(ENTRIES PROVIDED begins)

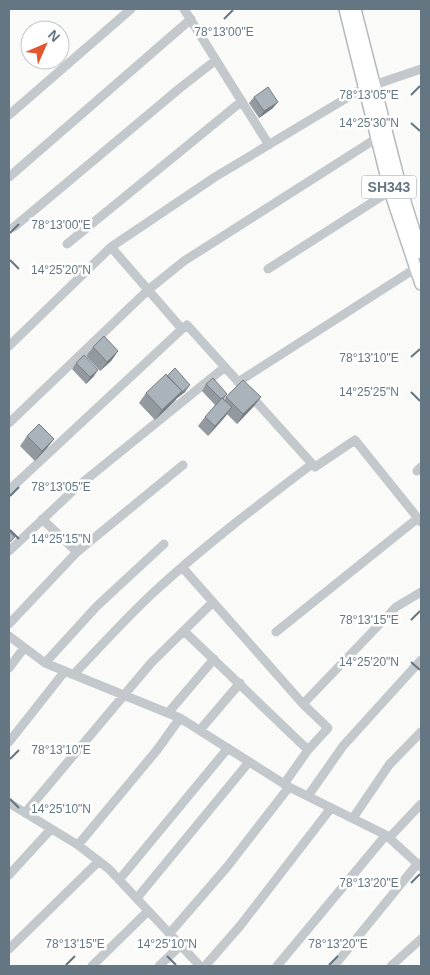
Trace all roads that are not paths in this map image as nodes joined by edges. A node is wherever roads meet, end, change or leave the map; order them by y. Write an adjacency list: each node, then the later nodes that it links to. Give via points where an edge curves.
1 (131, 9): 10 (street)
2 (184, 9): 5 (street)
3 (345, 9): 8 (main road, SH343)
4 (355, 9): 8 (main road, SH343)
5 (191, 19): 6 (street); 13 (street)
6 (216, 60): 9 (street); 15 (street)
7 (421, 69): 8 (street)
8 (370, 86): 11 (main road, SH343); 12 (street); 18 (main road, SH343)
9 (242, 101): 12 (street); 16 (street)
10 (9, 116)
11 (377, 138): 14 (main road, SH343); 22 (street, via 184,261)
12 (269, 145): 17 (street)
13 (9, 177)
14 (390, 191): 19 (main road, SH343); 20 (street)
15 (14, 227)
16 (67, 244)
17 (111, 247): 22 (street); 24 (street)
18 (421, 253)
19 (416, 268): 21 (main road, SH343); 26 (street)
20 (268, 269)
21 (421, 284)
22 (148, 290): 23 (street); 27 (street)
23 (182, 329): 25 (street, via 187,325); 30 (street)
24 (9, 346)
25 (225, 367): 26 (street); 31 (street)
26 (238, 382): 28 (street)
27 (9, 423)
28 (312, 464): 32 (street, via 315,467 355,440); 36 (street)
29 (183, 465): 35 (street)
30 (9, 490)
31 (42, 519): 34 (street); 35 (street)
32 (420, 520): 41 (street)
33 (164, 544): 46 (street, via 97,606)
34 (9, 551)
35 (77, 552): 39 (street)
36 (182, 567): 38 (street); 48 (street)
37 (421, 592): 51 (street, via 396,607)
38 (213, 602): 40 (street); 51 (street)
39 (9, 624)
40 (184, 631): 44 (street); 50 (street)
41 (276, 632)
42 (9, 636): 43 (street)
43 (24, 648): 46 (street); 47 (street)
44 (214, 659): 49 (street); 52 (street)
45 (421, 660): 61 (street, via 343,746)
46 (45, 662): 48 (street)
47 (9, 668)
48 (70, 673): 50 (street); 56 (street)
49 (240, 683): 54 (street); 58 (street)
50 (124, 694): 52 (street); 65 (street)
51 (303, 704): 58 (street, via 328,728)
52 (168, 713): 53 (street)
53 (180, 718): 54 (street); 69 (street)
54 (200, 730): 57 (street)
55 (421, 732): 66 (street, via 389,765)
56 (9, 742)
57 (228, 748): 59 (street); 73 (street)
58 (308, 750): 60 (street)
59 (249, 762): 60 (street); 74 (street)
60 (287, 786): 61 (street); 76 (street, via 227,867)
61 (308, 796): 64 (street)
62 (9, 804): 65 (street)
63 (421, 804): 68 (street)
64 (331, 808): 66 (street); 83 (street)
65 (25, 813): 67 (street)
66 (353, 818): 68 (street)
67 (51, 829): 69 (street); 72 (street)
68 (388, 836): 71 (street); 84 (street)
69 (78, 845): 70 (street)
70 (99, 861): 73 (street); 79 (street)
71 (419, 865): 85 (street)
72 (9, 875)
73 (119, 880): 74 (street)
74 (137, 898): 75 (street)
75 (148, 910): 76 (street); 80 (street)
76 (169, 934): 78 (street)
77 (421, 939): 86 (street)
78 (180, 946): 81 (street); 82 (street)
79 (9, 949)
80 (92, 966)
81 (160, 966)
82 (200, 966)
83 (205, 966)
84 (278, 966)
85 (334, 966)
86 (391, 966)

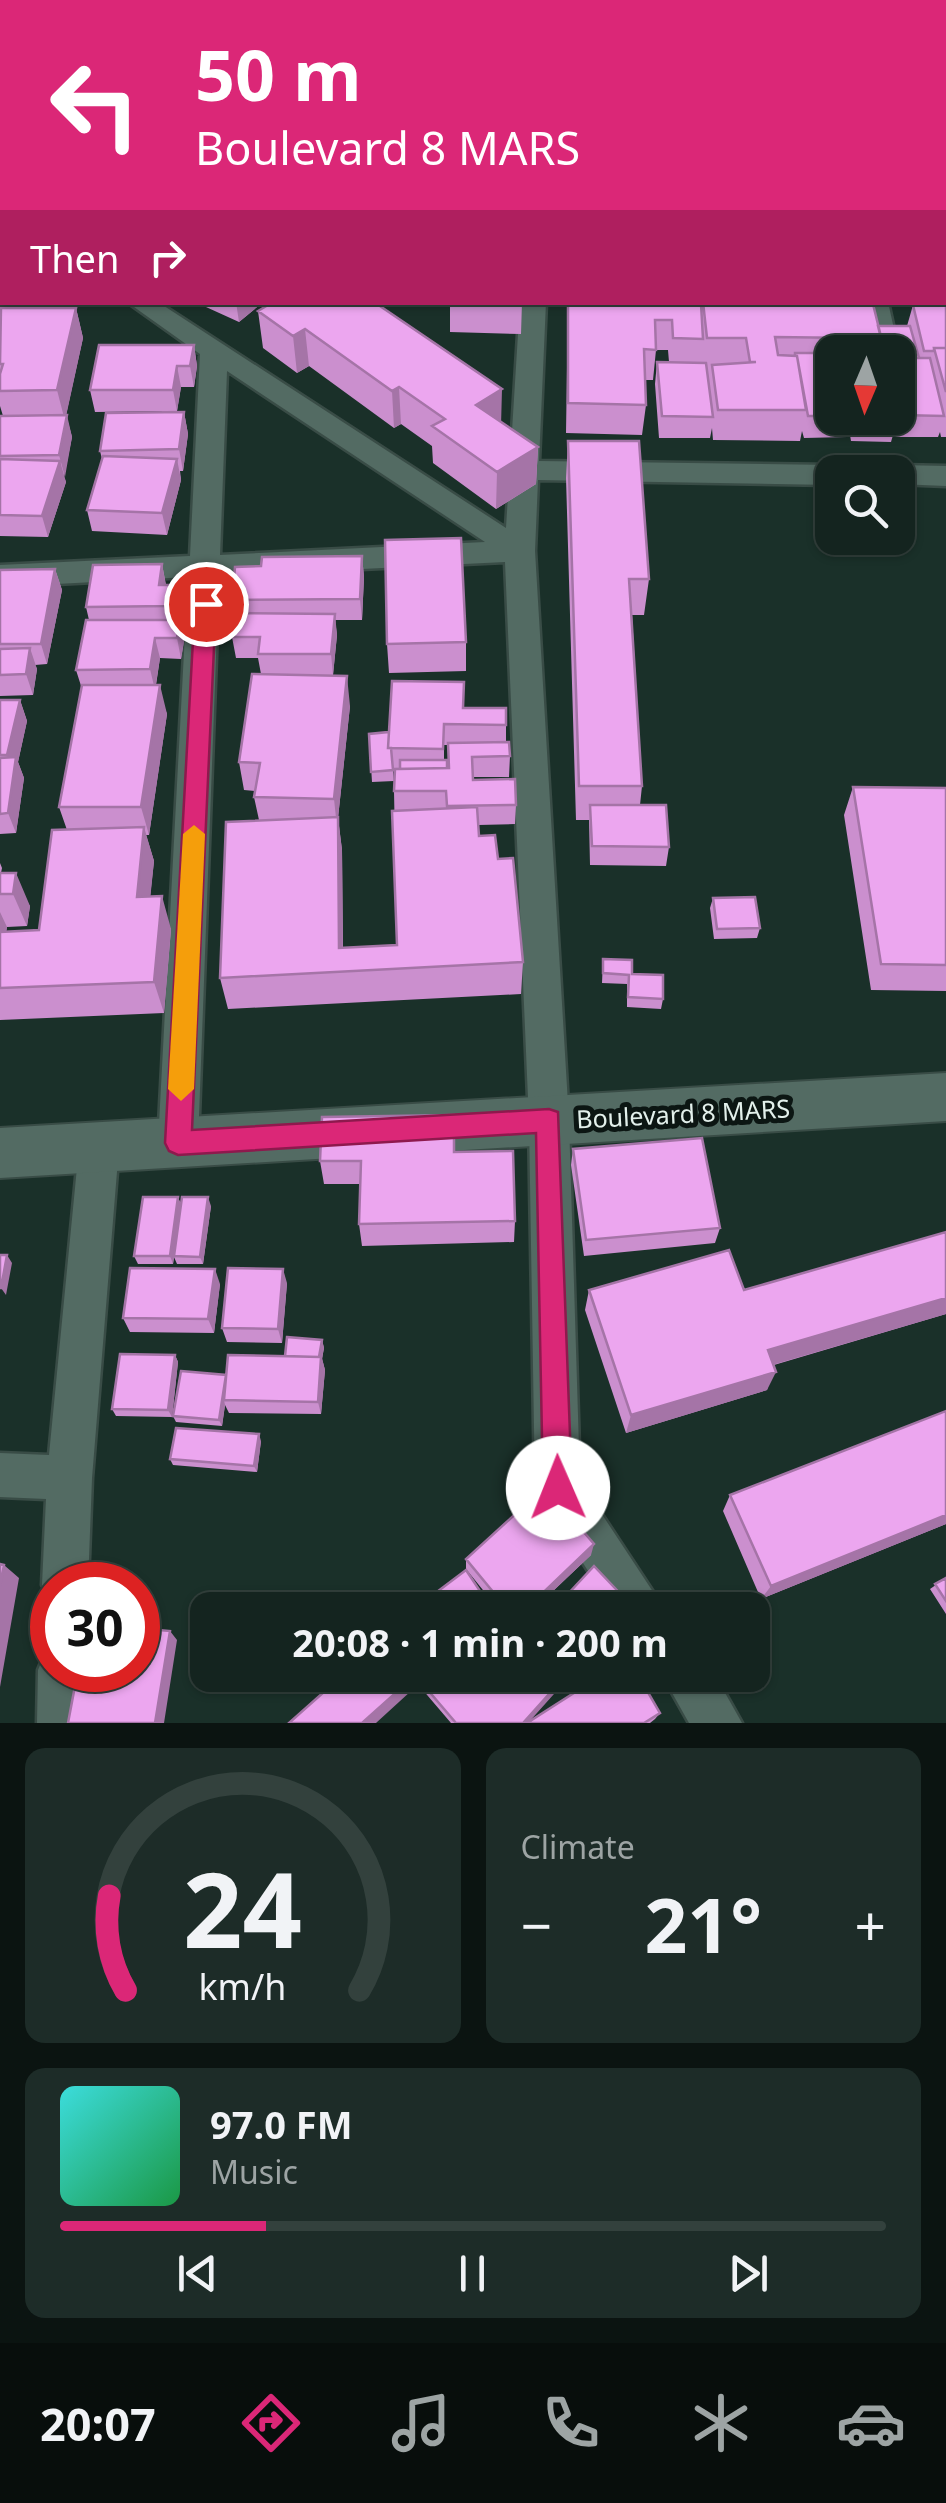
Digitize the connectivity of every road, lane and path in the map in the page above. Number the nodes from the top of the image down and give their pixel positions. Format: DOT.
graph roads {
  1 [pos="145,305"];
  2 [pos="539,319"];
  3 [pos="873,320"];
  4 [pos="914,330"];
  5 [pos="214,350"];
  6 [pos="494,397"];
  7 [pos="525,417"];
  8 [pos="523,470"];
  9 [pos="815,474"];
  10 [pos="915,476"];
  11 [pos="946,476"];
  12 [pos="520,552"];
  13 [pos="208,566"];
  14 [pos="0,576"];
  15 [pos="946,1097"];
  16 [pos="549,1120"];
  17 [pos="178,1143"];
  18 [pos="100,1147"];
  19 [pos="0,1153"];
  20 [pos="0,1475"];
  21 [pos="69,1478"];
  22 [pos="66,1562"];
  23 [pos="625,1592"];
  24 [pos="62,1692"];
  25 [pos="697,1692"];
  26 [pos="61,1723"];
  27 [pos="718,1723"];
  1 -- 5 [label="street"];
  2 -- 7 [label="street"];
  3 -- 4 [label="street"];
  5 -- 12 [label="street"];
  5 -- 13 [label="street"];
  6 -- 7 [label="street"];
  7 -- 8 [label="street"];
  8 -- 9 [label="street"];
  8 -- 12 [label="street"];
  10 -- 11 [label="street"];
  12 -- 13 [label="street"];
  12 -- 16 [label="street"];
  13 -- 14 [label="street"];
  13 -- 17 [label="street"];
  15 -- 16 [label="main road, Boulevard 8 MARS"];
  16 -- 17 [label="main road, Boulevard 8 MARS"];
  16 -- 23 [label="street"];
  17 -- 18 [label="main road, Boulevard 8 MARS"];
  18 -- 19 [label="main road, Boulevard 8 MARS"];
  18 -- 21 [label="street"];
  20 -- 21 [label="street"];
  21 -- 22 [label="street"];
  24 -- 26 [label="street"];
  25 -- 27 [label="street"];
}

(ENTRIES PROVIDED ends)

## EXERCISE DESCRIPTION
Which lines in the records above include the word "MARS"? Copy them out.

## WRITTEN RESPONSE
  15 -- 16 [label="main road, Boulevard 8 MARS"];
  16 -- 17 [label="main road, Boulevard 8 MARS"];
  17 -- 18 [label="main road, Boulevard 8 MARS"];
  18 -- 19 [label="main road, Boulevard 8 MARS"];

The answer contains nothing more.